Exercise objective → Print back each record unchanged, without pictures.

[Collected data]
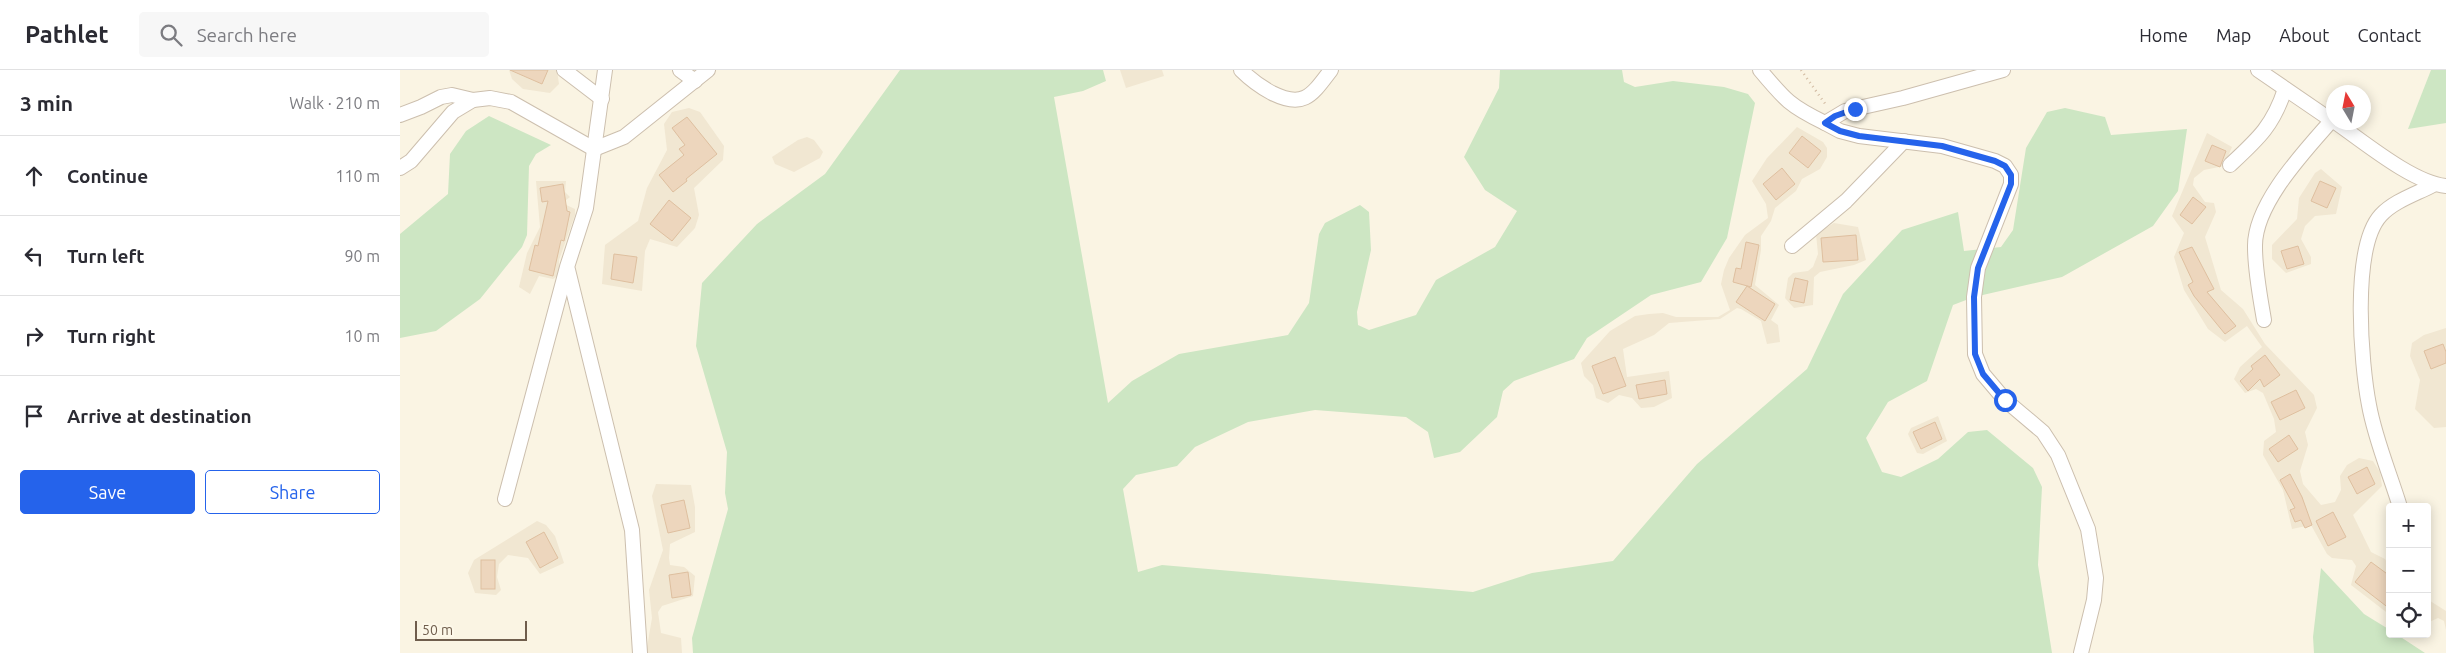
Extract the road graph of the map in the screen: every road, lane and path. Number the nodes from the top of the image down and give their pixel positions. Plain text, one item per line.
1 (564, 70) edge
2 (605, 70) edge
3 (680, 70) edge
4 (708, 70) edge
5 (1241, 70) edge
6 (1331, 70) edge
7 (1760, 70) edge
8 (1801, 70) edge
9 (2003, 70) edge
10 (2258, 70) edge
11 (695, 81) junction
12 (2285, 89) junction
13 (602, 99) junction
14 (473, 100) junction
15 (400, 115) edge
16 (2326, 116) edge
17 (1830, 120) junction
18 (2326, 129) edge
19 (2348, 130) edge
20 (1904, 141) junction
21 (594, 149) junction
22 (2230, 165) dead end
23 (400, 168) edge
24 (2440, 185) edge
25 (1792, 246) dead end
26 (567, 267) junction
27 (2264, 320) dead end
28 (505, 499) dead end
29 (2399, 503) edge
30 (640, 653) edge
31 (2081, 653) edge

1 - 13 street
2 - 13 street
3 - 11 street
4 - 11 street
5 - 6 street
7 - 17 street
8 - 17 path
9 - 17 street
10 - 12 street
11 - 21 street
12 - 16 street
12 - 22 street
13 - 21 street
14 - 15 street
14 - 21 street
14 - 23 street
17 - 20 street
18 - 27 street
19 - 24 street
20 - 25 street
20 - 31 street
21 - 26 street
24 - 29 street
26 - 28 street
26 - 30 street

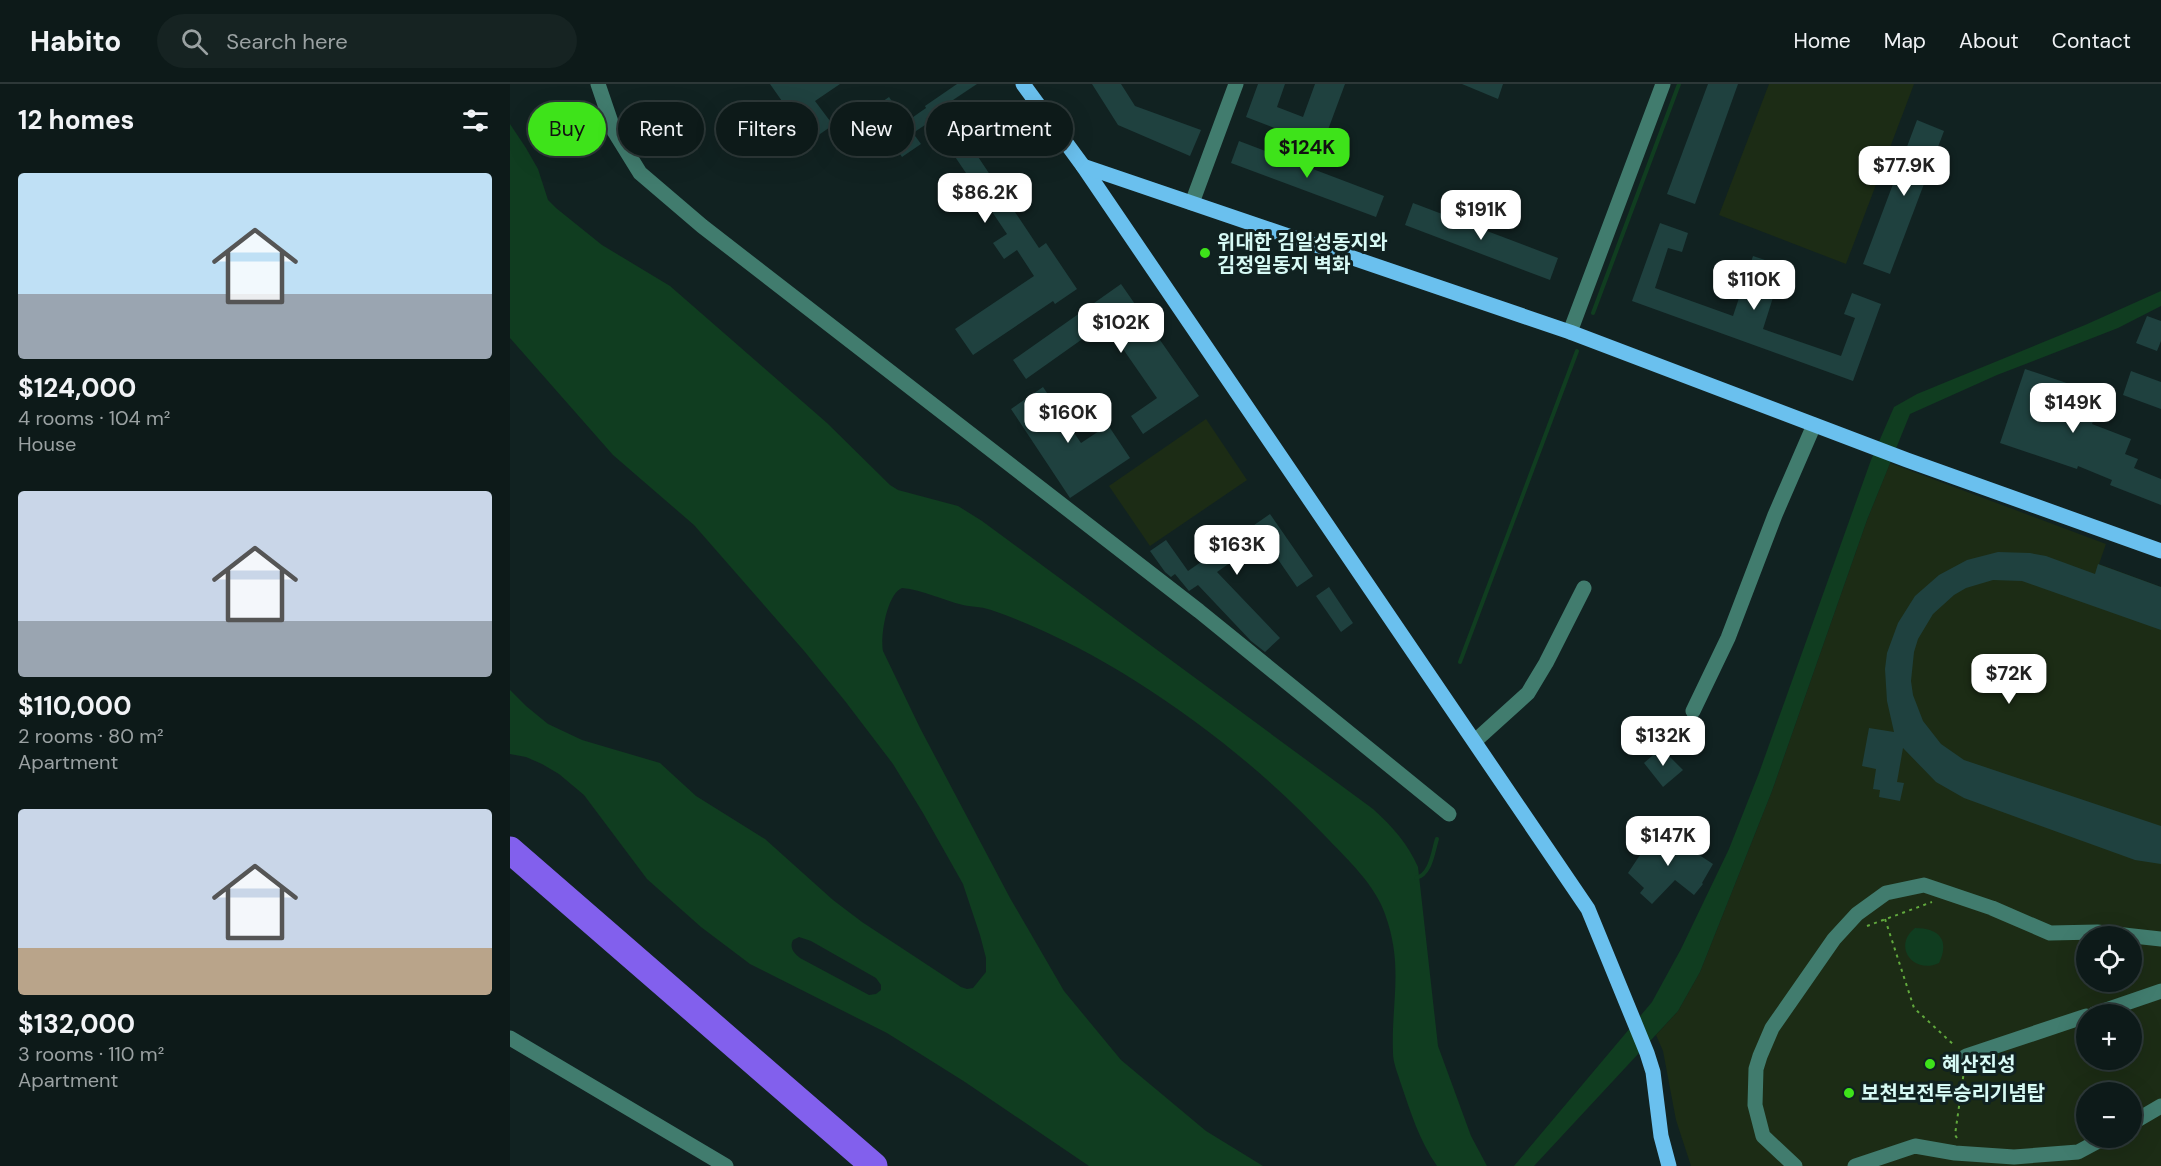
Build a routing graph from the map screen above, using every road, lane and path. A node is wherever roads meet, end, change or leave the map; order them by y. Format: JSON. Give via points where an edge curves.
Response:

Exercise answer →
Extract the road graph of the map in the screen: every road, lane and path. Number the nodes from the top of the image down and give their pixel positions. Plain text, one item per line.
1 (564, 70) edge
2 (605, 70) edge
3 (680, 70) edge
4 (708, 70) edge
5 (1241, 70) edge
6 (1331, 70) edge
7 (1760, 70) edge
8 (1801, 70) edge
9 (2003, 70) edge
10 (2258, 70) edge
11 (695, 81) junction
12 (2285, 89) junction
13 (602, 99) junction
14 (473, 100) junction
15 (400, 115) edge
16 (2326, 116) edge
17 (1830, 120) junction
18 (2326, 129) edge
19 (2348, 130) edge
20 (1904, 141) junction
21 (594, 149) junction
22 (2230, 165) dead end
23 (400, 168) edge
24 (2440, 185) edge
25 (1792, 246) dead end
26 (567, 267) junction
27 (2264, 320) dead end
28 (505, 499) dead end
29 (2399, 503) edge
30 (640, 653) edge
31 (2081, 653) edge

1 - 13 street
2 - 13 street
3 - 11 street
4 - 11 street
5 - 6 street
7 - 17 street
8 - 17 path
9 - 17 street
10 - 12 street
11 - 21 street
12 - 16 street
12 - 22 street
13 - 21 street
14 - 15 street
14 - 21 street
14 - 23 street
17 - 20 street
18 - 27 street
19 - 24 street
20 - 25 street
20 - 31 street
21 - 26 street
24 - 29 street
26 - 28 street
26 - 30 street

Build a routing graph from the map screen above, using every road, lane and path. A node is wherever roads meet, end, change or leave the map; order them by y. Format: JSON. Give via points where an edge curves.
Response:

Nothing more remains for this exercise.